A new process must subtype Process and can be used in processes_to_mtkmodel. The type must extend the following functions from the module ProcessBasedModelling:

• lhs_variable(p) which returns the variable the process describes (left-hand-side variable). There is a default implementation lhs_variable(p) = p.variable if the field exists.
• rhs(p) which is the right-hand-side expression, i.e., the "actual" process.
• (optional) timescale(p), which defaults to NoTimeDerivative.
• (optional) lhs(p) which returns the left-hand-side. Let τ = timescale(p). Then default lhs(p) behaviour depends on τ as follows:
  • Just lhs_variable(p) if τ == NoTimeDerivative().
  • Differential(t)(p) if τ == nothing, or multiplied with a number if τ isa LiteralParameter.
  • τ_var*Differential(t)(p) if τ isa Union{Real, Num}. If real, a new named parameter τ_var is created that has the prefix :τ_ and then the lhs-variable name and has default value τ. Else if Num, τ_var = τ as given.
  • Explicitly extend lhs_variable if the above do not suit you.

ProcessBasedModelling.lhs_variable(p::Process)

Return the variable (a single symbolic variable) corresponding to p.

ProcessBasedModelling.rhs(process)

Return the right-hand-side of the equation governing the process.

ProcessBasedModelling.timescale(p::Process)

Return the timescale associated with p. See Process for more.

ProcessBasedModelling.NoTimeDerivative()

Singleton value that is the default output of the timescale function for variables that do not vary in time autonomously, i.e., they have no d/dt derivative and hence the concept of a "timescale" does not apply to them.

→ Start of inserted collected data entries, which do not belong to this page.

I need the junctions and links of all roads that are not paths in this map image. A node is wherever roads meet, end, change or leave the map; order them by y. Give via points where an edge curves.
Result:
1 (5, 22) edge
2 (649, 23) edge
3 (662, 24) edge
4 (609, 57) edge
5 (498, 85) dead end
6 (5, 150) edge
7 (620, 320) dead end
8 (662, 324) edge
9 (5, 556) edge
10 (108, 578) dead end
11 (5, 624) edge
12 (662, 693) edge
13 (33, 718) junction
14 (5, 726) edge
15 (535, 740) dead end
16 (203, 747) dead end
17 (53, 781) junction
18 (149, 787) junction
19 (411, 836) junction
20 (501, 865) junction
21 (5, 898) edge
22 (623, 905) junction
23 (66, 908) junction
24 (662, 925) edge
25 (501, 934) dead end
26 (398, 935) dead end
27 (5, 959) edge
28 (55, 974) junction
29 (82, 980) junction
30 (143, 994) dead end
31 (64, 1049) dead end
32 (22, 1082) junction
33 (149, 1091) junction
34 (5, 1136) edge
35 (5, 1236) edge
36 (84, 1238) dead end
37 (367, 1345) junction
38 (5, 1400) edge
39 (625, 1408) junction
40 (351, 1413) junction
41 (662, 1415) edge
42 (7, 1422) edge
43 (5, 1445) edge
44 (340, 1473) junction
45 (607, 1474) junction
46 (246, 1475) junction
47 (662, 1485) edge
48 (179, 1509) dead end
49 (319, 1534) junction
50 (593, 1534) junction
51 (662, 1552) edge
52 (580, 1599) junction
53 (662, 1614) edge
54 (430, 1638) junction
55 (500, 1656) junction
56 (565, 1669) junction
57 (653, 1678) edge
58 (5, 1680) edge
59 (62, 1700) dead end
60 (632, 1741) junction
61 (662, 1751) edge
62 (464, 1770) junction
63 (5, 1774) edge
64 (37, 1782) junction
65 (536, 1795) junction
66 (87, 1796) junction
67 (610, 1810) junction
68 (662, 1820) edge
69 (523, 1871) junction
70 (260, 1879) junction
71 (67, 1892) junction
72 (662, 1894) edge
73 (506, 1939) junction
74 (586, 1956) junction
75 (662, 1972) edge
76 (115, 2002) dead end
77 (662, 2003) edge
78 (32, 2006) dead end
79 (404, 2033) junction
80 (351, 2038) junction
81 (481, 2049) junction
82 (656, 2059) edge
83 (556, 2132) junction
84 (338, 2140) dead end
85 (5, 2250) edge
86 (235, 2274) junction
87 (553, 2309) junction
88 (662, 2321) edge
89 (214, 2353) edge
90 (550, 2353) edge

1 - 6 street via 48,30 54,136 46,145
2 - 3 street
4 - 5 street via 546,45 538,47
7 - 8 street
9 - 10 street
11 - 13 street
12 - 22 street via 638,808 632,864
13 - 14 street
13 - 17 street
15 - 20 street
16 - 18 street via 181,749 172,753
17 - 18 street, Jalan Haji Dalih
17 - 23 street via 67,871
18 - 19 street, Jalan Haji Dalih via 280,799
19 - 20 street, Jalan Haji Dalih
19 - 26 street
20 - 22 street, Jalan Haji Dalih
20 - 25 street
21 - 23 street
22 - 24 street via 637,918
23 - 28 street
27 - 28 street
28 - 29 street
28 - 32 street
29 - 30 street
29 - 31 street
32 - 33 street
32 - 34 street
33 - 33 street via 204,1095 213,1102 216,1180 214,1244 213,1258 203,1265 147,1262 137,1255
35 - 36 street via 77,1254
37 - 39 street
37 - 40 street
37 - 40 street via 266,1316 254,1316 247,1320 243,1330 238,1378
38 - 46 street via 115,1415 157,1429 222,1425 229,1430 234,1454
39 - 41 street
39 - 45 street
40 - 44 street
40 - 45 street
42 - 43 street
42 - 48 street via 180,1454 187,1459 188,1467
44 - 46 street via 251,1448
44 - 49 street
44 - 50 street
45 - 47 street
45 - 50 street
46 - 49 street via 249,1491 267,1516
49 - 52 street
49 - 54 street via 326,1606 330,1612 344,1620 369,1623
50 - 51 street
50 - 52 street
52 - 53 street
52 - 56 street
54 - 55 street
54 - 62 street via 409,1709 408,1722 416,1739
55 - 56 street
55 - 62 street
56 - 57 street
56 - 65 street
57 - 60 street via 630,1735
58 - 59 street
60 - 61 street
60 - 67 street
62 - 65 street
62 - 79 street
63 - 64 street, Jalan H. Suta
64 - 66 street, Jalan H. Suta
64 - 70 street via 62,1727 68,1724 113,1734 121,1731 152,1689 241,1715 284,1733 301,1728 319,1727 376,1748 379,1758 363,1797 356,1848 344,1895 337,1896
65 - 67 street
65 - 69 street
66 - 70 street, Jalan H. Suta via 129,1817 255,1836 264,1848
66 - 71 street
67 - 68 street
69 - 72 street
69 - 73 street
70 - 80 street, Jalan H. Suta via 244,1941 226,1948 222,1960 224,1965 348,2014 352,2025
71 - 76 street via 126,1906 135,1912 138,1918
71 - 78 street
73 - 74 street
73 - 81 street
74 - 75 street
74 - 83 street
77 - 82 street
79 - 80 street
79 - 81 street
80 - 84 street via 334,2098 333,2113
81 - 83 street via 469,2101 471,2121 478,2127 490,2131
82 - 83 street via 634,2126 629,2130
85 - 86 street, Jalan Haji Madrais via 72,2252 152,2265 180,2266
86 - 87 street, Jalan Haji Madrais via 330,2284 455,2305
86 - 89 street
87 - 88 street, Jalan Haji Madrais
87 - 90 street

ProcessBasedModelling.lhs(p::Process)
ProcessBasedModelling.lhs(eq::Equation)

Return the right-hand-side of the equation governing the process. If timescale is implemented for p, typically lhs does not need to be as well. See Process for more.

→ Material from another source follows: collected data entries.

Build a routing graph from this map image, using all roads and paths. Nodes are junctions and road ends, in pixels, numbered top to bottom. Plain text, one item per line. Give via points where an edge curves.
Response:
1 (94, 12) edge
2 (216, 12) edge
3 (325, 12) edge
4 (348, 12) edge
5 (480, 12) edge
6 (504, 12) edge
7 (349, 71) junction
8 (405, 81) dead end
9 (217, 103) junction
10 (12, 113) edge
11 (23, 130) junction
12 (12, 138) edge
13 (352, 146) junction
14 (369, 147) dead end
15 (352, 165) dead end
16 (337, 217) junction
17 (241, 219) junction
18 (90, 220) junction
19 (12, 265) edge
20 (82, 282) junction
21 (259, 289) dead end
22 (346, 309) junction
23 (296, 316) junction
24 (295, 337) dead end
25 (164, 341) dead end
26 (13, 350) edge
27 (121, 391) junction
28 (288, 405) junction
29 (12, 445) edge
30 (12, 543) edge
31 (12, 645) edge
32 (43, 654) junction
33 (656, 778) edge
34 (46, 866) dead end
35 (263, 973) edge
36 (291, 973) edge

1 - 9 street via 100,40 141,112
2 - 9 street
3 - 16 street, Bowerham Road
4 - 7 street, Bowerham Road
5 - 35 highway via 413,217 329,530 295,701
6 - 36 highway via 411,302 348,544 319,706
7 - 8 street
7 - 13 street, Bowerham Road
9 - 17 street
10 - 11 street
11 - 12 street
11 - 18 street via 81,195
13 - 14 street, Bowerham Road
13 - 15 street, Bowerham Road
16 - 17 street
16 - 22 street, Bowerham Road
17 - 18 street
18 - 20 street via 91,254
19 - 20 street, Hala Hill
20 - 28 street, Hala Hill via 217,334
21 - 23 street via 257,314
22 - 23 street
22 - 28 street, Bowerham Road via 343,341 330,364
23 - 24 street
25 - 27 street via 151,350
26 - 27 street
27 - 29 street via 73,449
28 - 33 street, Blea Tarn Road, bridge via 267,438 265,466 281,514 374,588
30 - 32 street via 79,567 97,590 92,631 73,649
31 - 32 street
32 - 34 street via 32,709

new_derived_named_parameter(variable, value, extra::String; kw...)

If value isa Num return value. If value isa LiteralParameter, replace it with its literal value. Otherwise, create a new MTK @parameter whose name is created from variable (which could also be just a Symbol) by adding the extra string.

Keywords:

• prefix = true: whether the extra is added at the start or the end, connecting with the with the connector.
• connector = "_": what to use to connect extra with the name.

For example,

@variables x(t)
p = new_derived_named_parameter(x, 0.5, "τ")

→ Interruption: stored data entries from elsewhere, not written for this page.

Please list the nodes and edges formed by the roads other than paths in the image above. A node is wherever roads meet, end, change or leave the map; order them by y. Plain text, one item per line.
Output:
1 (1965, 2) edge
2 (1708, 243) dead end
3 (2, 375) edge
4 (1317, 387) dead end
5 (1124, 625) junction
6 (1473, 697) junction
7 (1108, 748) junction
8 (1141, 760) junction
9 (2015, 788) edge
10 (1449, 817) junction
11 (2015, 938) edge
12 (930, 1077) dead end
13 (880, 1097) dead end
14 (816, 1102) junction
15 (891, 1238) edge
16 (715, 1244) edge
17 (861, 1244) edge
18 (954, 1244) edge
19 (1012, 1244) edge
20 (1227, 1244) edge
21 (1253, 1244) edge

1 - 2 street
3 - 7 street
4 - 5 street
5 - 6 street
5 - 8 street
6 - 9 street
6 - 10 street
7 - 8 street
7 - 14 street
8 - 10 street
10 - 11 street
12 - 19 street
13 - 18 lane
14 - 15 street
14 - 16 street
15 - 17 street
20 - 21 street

Now p will be a parameter with name :τ_x and default value 0.5.

@convert_to_parameters vars...

Convert all variables vars into @parameters with name the same as vars and default value the same as the value of vars. The macro leaves unaltered inputs that are of type Num, assumming they are already parameters. It also replaces LiteralParameter inputs with its literal values. This macro is extremely useful to convert e.g., keyword arguments into named parameters, while also allowing the user to give custom parameter names, or to leave some keywords as numeric literals.

Example:

julia> A, B = 0.5, 0.5
(0.5, 0.5)

julia> C = first(@parameters X = 0.5)

julia> @convert_to_parameters A B C
3-element Vector{Num}:
 A
 B
 X

julia> typeof(A) # `A` is not a number anymore!
Num

julia> default_value(A)
0.5

julia> C # the binding `C` still corresponds to parameter named `:X`!
 X

LiteralParameter(p)

A wrapper around a value p to indicate to new_derived_named_parameter or @convert_to_parameters to not convert the given parameter p into a named @parameters instance, but rather keep it as a numeric literal in the generated equations.

default_value(x)

Return the default value of a symbolic variable x or nothing if it doesn't have any. Return x if x is not a symbolic variable. The difference with ModelingToolkit.getdefault is that this function will not error on the absence of a default value.

has_symbolic_var(eqs, var)

Return true if symbolic variable var exists in the equation(s) eq, false otherwise. This works for either @parameters or @variables. If var is a Symbol isntead of a Num, all variables are converted to their names and equality is checked on the basis of the name only.

has_symbolic_var(model, var)

When given a MTK model (such as ODESystem) search in all the equations of the system, including observed variables.